The threats can be mostly of 3 types -

• Legal Authorization
As there is no legal authorization required to start the business there is always threat for
new competition.
• Technology
As the products are standardized there is no specific need for technological advancements
as many of the work in this industry can be outsource to other supplier companies like
designing, furnishing, and many agents, consultant, property managers and employees
can be hired on contractual basis.
• Capital
Capital can be consider the main barrier to enter the sector as there is huge amount of
investment involved, the companies require large amount of capital or funds. Capital
accumulation also consider how big player you are and how big is the brand name and
also the previous projects in order to get easy funds. Moreover the ability to obtain
banking financing also limits small players from scaling up their projects.

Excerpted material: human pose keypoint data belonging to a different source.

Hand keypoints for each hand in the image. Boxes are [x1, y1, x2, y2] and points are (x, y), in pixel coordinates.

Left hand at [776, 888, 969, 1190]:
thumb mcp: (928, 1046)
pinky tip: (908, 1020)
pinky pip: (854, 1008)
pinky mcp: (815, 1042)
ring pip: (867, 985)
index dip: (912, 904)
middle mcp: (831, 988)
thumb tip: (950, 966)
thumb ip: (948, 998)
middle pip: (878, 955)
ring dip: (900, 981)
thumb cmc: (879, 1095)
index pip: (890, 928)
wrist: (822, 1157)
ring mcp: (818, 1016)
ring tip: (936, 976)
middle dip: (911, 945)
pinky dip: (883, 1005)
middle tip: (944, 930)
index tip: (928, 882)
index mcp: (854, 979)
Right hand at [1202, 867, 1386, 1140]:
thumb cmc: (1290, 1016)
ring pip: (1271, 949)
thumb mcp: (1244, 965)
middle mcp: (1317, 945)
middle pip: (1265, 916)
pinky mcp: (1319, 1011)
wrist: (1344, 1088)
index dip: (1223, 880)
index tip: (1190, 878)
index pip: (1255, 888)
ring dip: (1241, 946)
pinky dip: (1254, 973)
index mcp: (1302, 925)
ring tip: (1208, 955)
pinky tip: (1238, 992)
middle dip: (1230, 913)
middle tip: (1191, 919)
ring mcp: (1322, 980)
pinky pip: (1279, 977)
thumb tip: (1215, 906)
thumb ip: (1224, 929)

Threat of Substitute products – VERY LOW


There is basically no substitute for the real estate industry as the demand for houses, offices and
any other building & construction activity can’t be substituted with some other products. So the
threat of substitute products is seemingly nil.

Competitive Rivalry - HIGH


The competition among the industry is very high be it residential development or commercial
development projects, as there are many big players in the market like DLF Ltd, Brigade
enterprises Ltd, Oberoi realty Ltd, etc. There are nearly 40 listed companies on the BSE in the
real estate industry which make the competition even more intense.

The profitability margin is very low due to current economic condition so the companies with
high cash reserves will be able to survive. Thus the companies will try to get the maximum
market share and lure the consumers with more offers and services at a very competitive pricing.